(Stored data entries)

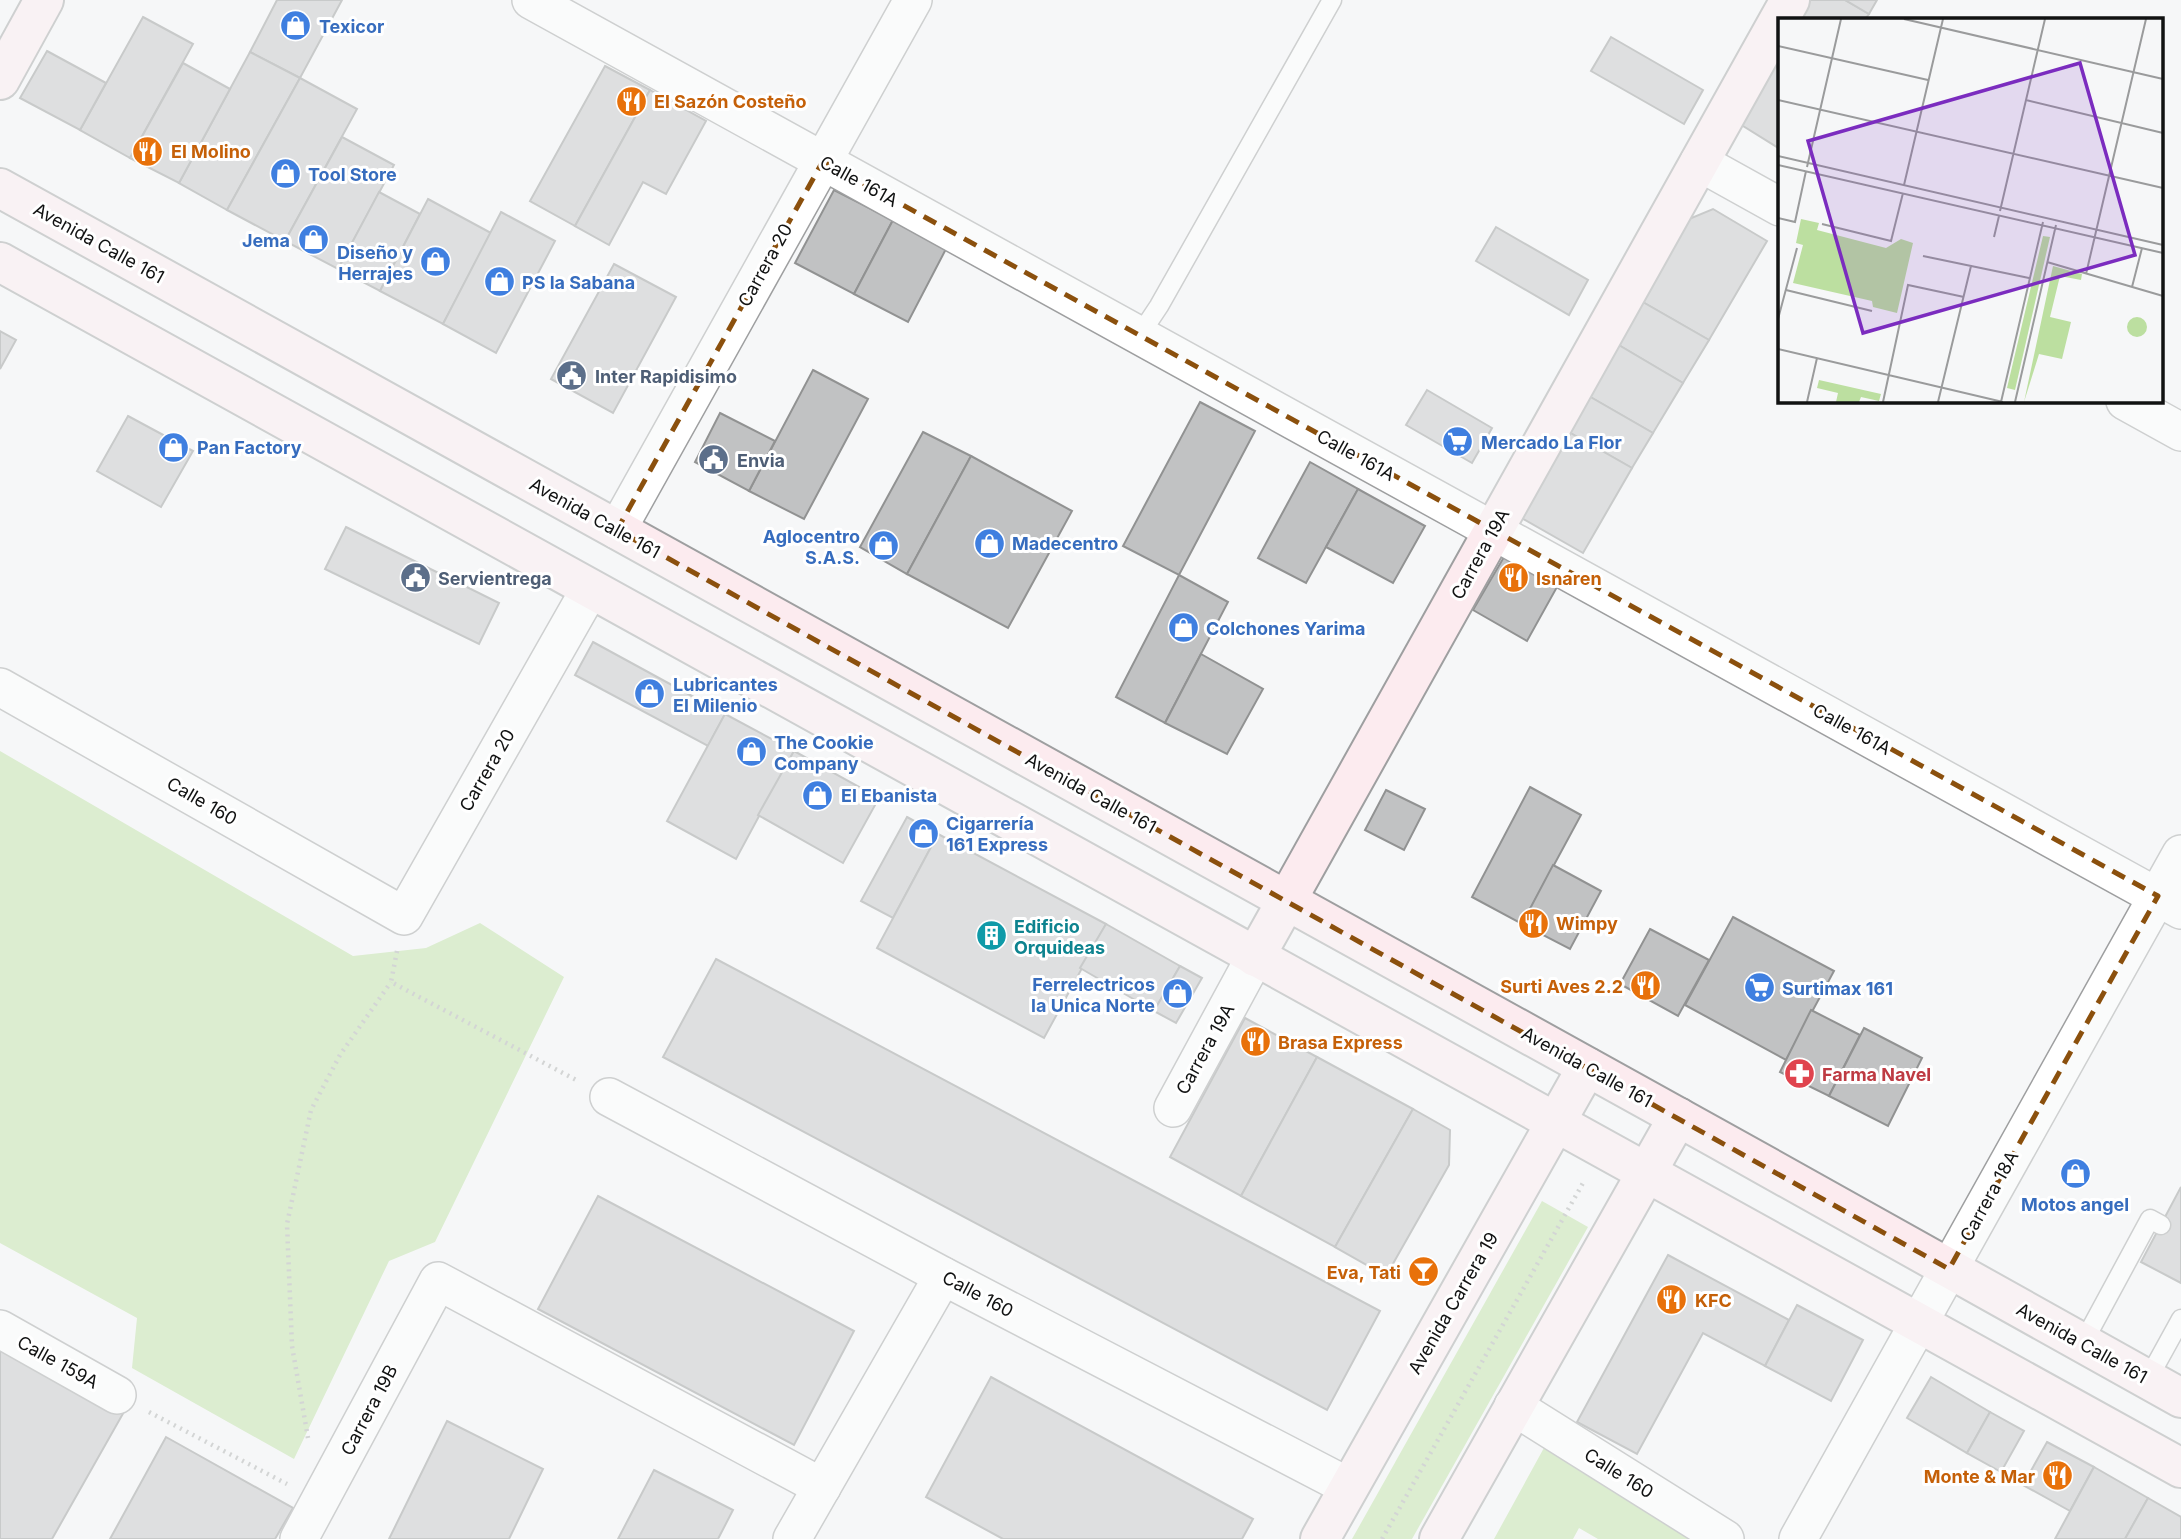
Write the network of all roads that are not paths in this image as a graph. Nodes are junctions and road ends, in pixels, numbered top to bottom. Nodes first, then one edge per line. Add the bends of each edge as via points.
1 (44, 0) edge
2 (531, 0) edge
3 (913, 0) edge
4 (1332, 0) edge
5 (1790, 0) edge
6 (1780, 18) edge
7 (1778, 21) edge
8 (0, 80) edge
9 (823, 161) junction
10 (1699, 162) junction
11 (0, 188) edge
12 (1778, 206) edge
13 (0, 262) edge
14 (1139, 336) junction
15 (2127, 402) edge
16 (2181, 432) edge
17 (617, 530) junction
18 (1493, 531) junction
19 (590, 589) junction
20 (0, 687) edge
21 (2181, 854) edge
22 (1286, 901) junction
23 (2170, 903) edge
24 (404, 916) joint
25 (1255, 957) junction
26 (1587, 1067) junction
27 (609, 1097) road end
28 (1173, 1108) dead end
29 (1678, 1117) junction
30 (1555, 1123) junction
31 (1646, 1173) junction
32 (2161, 1225) dead end
33 (1949, 1269) junction
34 (943, 1276) junction
35 (2181, 1319) edge
36 (1919, 1323) junction
37 (0, 1329) edge
38 (2083, 1343) junction
39 (2147, 1380) junction
40 (117, 1395) road end
41 (2181, 1398) edge
42 (1513, 1406) junction
43 (2181, 1468) edge
44 (822, 1487) junction
45 (1349, 1487) junction
46 (299, 1539) edge
47 (792, 1539) edge
48 (1320, 1539) edge
49 (1439, 1539) edge
50 (1725, 1539) edge
51 (1798, 1539) edge

1 - 8 main road
2 - 9 street, Calle 161A
3 - 9 street, Carrera 20
4 - 14 lane
5 - 6 main road, Carrera 19A
7 - 10 main road, Carrera 19A
9 - 14 street, Calle 161A
9 - 17 street, Carrera 20
10 - 12 street
10 - 18 main road, Carrera 19A
11 - 17 main road, Avenida Calle 161
13 - 19 main road
14 - 18 street, Calle 161A
15 - 16 street
17 - 22 main road, Avenida Calle 161
18 - 22 main road, Carrera 19A
18 - 23 street, Calle 161A
19 - 24 street, Carrera 20
19 - 25 main road
20 - 24 street, Calle 160
21 - 23 street, Carrera 18A
22 - 25 main road, Carrera 19A
22 - 26 main road, Avenida Calle 161
23 - 33 street, Carrera 18A
25 - 28 street, Carrera 19A
25 - 30 main road
26 - 29 main road, Avenida Calle 161
26 - 30 main road, Avenida Carrera 19
27 - 34 street, Calle 160
29 - 31 main road
29 - 33 main road, Avenida Calle 161
30 - 31 main road
30 - 45 main road, Avenida Carrera 19
31 - 36 main road
31 - 42 main road
32 - 38 lane via 2150,1219
33 - 36 street, Carrera 18A
33 - 38 main road, Avenida Calle 161
34 - 44 street
34 - 45 street, Calle 160
35 - 39 lane
36 - 43 main road
36 - 51 street, Carrera 18A
37 - 40 street, Calle 159A
38 - 39 main road, Avenida Calle 161
39 - 41 main road, Avenida Calle 161
42 - 49 main road
42 - 50 street, Calle 160
44 - 46 street, Carrera 19B via 438,1281
44 - 47 street
45 - 48 main road, Avenida Carrera 19

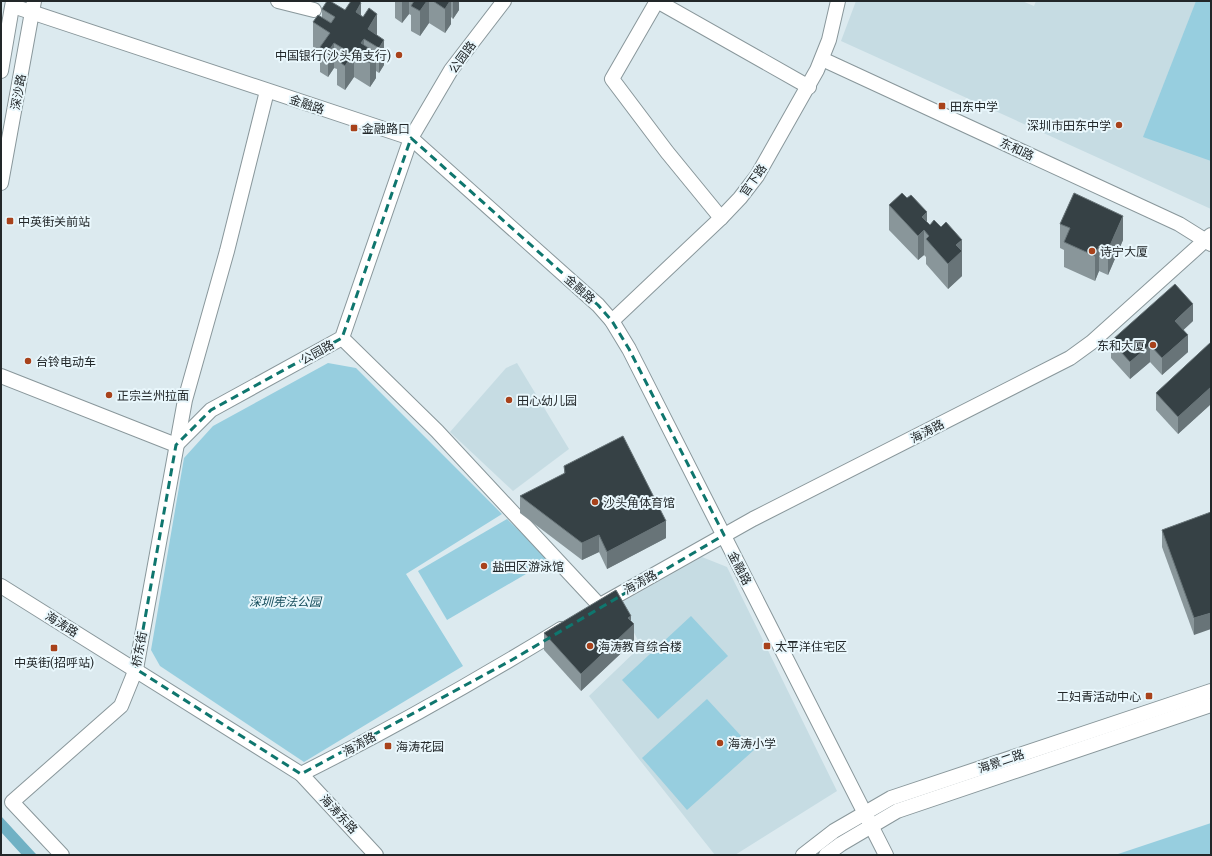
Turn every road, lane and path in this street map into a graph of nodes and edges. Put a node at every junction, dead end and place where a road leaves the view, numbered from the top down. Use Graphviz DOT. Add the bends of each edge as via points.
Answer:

* Instructions to follow *
From the line containing "Turn every road, lane" through the last line of the entries above, print each line exactly as it stands.

* Finished exercise *
Turn every road, lane and path in this street map into a graph of nodes and edges. Put a node at every junction, dead end and place where a road leaves the view, numbered from the top down. Use Graphviz DOT. Add the bends of each edge as via points.
Answer:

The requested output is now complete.